= What to work on =
Which lines in the records below mention the word "Thimayya"? Copy each one out.

= Source data =

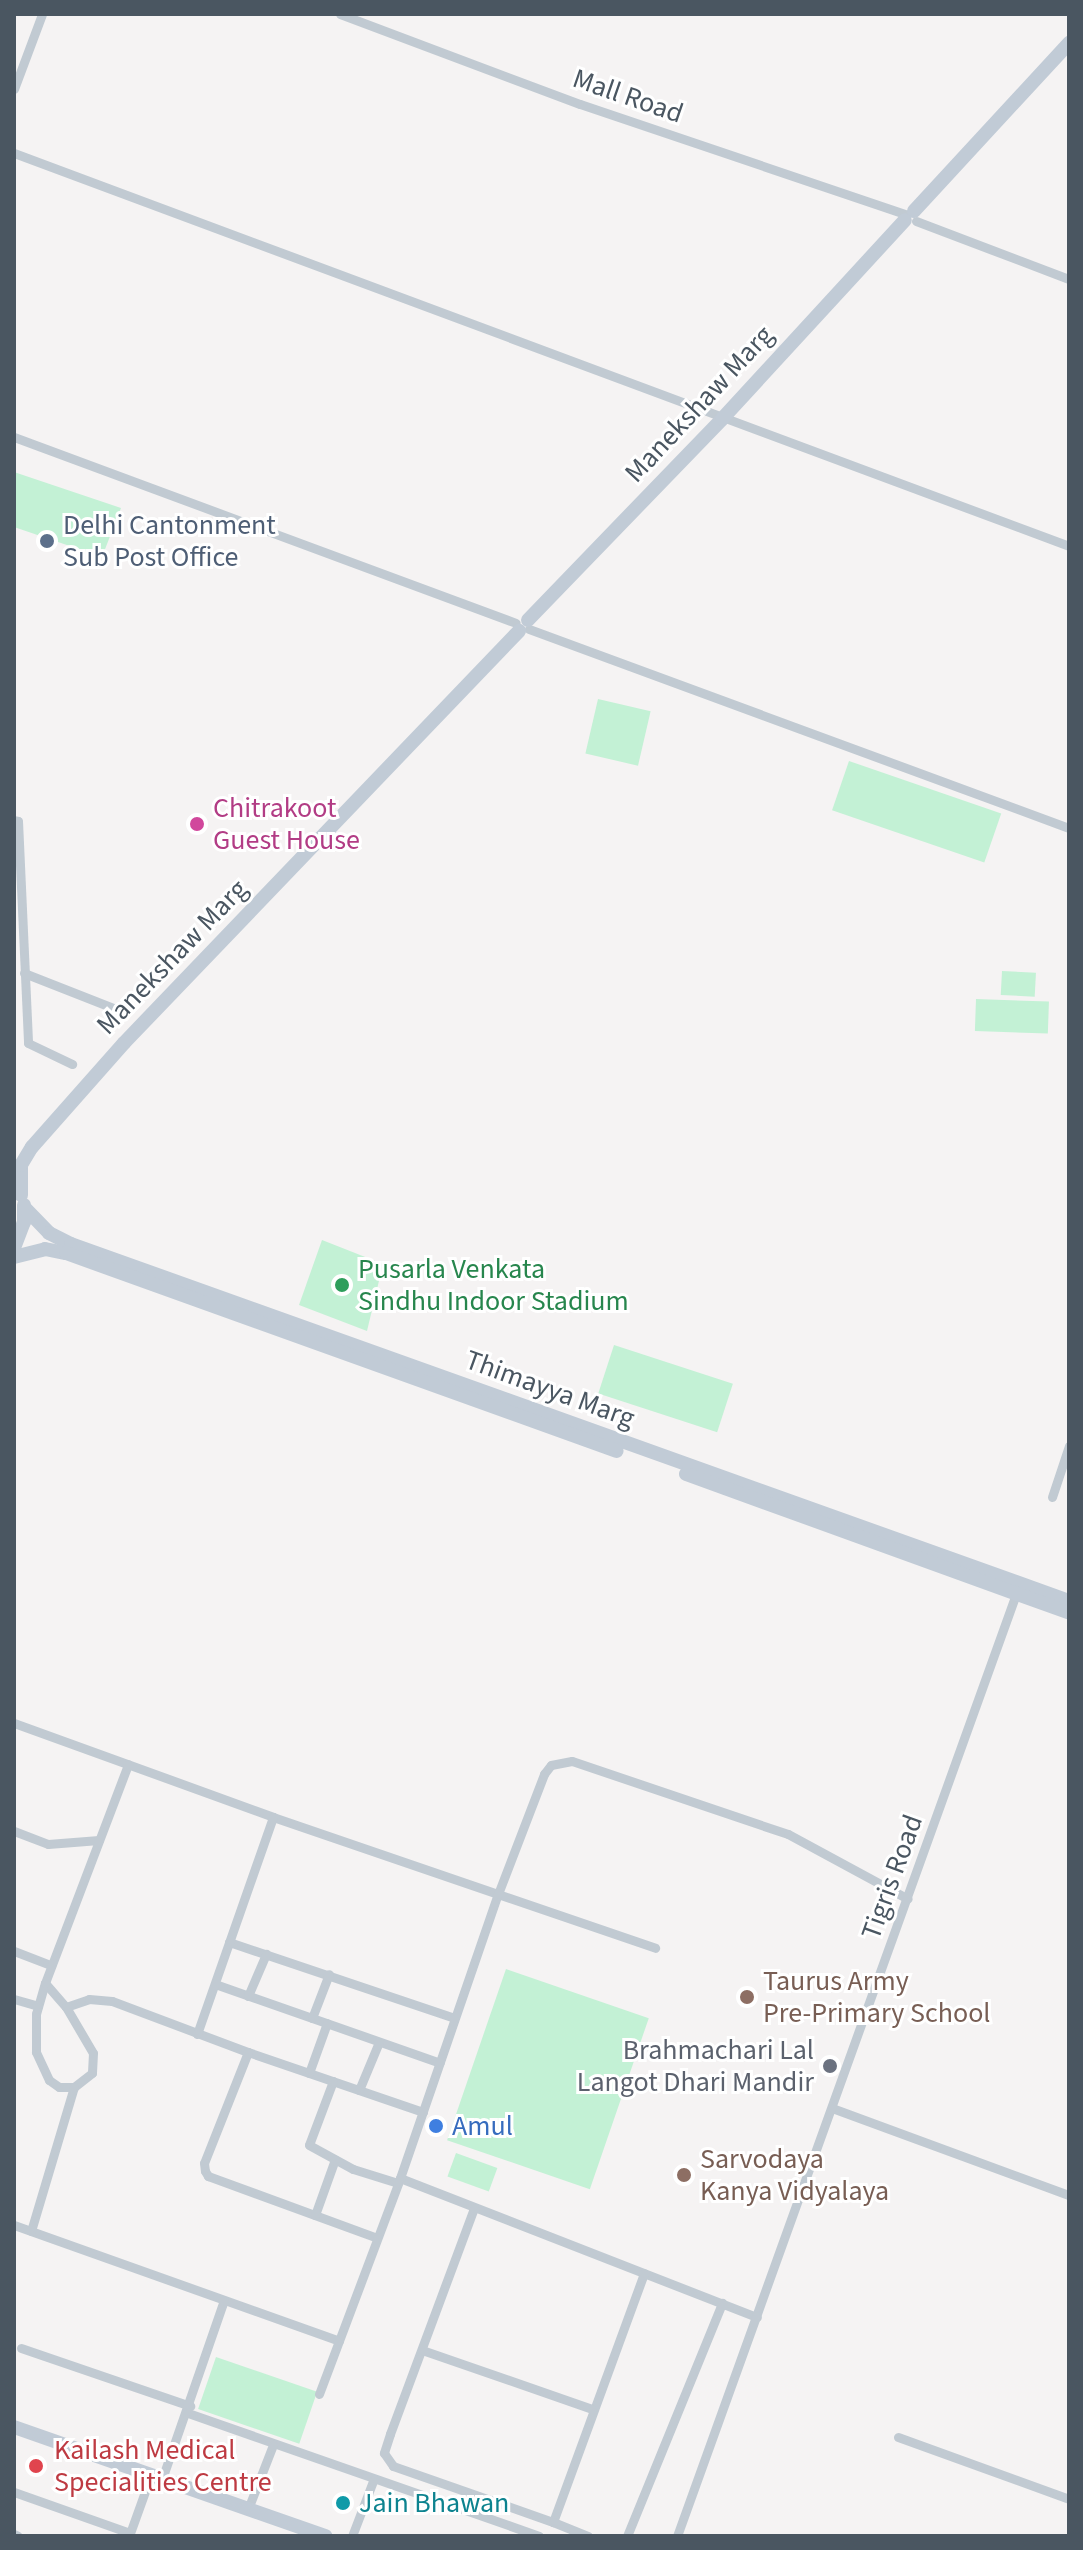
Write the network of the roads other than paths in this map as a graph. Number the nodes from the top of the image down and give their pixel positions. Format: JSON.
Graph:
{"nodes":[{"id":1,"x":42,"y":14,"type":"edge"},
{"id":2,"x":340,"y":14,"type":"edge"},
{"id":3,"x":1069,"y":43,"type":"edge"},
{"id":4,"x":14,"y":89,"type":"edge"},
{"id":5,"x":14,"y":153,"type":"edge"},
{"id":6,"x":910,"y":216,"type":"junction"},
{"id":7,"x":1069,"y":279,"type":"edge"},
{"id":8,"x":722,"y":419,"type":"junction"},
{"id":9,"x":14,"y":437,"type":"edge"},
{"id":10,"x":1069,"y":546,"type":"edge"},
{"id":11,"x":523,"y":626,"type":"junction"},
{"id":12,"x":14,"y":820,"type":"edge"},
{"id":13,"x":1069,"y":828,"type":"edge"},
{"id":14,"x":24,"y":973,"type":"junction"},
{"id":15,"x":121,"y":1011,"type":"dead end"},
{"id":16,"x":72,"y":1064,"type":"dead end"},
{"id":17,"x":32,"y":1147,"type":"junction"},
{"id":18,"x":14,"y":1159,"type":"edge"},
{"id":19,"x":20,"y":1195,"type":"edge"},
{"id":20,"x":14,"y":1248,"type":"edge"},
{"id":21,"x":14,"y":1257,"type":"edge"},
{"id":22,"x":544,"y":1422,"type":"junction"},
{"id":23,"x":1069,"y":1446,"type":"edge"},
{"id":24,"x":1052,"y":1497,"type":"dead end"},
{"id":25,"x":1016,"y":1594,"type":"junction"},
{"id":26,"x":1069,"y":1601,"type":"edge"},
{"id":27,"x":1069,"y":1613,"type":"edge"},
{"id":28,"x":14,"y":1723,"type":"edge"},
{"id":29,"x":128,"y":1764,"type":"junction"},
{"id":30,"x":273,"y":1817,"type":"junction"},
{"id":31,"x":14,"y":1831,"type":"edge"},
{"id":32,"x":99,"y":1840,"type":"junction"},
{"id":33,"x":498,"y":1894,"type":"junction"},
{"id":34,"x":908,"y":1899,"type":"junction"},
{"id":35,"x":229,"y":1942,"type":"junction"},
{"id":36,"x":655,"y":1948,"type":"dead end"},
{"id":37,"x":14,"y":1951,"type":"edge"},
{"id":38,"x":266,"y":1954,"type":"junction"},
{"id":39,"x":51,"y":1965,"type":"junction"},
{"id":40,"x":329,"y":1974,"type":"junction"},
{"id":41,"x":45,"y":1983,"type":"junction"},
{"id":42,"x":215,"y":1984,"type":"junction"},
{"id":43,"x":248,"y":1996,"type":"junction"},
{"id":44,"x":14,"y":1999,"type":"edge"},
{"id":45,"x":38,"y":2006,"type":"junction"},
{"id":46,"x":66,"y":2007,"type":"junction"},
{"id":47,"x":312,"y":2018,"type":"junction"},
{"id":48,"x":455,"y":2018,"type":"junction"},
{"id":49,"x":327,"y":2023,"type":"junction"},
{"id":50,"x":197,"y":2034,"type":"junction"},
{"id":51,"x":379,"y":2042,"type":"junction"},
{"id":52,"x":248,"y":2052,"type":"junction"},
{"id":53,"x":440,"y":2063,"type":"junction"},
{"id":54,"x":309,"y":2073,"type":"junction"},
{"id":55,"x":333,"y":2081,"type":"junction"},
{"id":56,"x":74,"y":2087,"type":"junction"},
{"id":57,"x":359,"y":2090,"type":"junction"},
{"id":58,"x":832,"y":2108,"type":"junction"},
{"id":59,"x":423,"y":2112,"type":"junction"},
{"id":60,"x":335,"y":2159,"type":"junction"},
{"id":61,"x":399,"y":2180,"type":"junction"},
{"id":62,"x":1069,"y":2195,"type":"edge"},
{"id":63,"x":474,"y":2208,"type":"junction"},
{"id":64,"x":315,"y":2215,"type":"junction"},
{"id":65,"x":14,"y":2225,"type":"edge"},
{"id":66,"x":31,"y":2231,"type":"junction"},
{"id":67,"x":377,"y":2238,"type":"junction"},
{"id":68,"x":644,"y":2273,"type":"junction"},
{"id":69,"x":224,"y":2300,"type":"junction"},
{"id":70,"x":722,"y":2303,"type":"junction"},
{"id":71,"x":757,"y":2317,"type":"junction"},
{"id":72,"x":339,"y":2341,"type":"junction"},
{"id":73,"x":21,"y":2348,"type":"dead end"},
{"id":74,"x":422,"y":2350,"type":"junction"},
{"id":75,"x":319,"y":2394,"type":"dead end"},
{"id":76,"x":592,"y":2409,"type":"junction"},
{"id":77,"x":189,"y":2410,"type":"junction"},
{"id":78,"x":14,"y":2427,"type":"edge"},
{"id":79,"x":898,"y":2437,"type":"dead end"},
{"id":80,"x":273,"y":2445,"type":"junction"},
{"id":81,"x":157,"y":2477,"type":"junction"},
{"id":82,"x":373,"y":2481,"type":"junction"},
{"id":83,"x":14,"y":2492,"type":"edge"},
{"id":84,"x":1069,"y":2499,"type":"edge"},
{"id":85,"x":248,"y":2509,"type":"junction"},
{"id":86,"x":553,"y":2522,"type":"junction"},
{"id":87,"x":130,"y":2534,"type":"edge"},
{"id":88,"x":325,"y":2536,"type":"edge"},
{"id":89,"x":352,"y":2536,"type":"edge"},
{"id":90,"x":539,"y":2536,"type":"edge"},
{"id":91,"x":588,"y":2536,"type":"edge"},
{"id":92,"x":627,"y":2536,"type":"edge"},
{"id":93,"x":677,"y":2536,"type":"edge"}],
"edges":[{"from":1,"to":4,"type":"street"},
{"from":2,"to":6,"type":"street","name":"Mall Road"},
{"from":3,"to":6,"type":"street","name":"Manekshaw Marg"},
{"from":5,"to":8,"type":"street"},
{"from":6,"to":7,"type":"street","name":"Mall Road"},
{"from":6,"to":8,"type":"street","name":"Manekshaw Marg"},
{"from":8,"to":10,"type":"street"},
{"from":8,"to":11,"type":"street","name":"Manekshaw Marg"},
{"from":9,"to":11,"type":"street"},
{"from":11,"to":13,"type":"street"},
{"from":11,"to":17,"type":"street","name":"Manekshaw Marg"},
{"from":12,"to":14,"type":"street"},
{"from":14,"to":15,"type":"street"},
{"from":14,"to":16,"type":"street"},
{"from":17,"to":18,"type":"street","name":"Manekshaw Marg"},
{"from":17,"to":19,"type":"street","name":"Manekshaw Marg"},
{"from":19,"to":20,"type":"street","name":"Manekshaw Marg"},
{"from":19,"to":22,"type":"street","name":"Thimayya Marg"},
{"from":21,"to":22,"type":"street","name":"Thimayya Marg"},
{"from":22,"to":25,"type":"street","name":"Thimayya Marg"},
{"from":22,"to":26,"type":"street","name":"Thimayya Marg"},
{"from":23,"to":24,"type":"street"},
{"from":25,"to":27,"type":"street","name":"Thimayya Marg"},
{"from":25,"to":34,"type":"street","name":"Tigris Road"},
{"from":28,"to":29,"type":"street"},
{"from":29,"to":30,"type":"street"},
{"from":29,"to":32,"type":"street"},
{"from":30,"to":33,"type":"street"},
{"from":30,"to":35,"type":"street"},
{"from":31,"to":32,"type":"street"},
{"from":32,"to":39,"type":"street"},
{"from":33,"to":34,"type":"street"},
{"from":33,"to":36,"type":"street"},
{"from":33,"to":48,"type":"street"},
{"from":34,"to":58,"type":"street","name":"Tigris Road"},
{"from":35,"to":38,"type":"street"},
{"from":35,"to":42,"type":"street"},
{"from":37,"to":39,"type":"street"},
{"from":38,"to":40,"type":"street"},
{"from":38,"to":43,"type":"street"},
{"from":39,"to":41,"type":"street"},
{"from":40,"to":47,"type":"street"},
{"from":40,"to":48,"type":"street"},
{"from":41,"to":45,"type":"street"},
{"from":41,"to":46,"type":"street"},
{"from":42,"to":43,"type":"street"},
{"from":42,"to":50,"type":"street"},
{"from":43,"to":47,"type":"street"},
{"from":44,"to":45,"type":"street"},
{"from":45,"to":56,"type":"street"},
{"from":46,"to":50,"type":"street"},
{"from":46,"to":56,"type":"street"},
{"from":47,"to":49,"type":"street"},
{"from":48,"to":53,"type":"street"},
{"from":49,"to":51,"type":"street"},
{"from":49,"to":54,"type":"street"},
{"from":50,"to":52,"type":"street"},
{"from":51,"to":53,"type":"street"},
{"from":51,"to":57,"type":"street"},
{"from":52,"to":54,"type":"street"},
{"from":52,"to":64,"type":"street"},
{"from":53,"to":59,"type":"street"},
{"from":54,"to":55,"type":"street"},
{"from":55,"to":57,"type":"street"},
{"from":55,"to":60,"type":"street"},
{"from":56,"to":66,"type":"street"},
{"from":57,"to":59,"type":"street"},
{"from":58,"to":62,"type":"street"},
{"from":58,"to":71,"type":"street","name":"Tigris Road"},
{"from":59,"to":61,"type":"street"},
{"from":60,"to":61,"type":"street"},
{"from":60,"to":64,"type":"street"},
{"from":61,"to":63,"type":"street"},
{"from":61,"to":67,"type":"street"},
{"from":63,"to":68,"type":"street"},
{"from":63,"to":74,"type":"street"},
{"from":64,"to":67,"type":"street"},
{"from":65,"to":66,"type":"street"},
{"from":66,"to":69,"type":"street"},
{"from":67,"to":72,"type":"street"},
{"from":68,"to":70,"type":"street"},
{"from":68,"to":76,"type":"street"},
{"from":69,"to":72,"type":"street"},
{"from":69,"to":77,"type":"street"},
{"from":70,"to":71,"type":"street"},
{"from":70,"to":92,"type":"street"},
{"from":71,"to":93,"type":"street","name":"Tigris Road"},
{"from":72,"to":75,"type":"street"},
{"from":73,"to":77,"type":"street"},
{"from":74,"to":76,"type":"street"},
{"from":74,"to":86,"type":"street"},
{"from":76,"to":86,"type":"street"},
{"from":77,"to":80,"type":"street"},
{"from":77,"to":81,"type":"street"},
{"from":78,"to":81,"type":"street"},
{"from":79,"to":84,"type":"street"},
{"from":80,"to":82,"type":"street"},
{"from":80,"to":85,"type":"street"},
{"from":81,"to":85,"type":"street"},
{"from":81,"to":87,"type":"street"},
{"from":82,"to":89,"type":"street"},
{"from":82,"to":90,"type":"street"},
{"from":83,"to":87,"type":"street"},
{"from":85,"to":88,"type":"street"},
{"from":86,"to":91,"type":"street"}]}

= Finished exercise =
{"from":19,"to":22,"type":"street","name":"Thimayya Marg"},
{"from":21,"to":22,"type":"street","name":"Thimayya Marg"},
{"from":22,"to":25,"type":"street","name":"Thimayya Marg"},
{"from":22,"to":26,"type":"street","name":"Thimayya Marg"},
{"from":25,"to":27,"type":"street","name":"Thimayya Marg"},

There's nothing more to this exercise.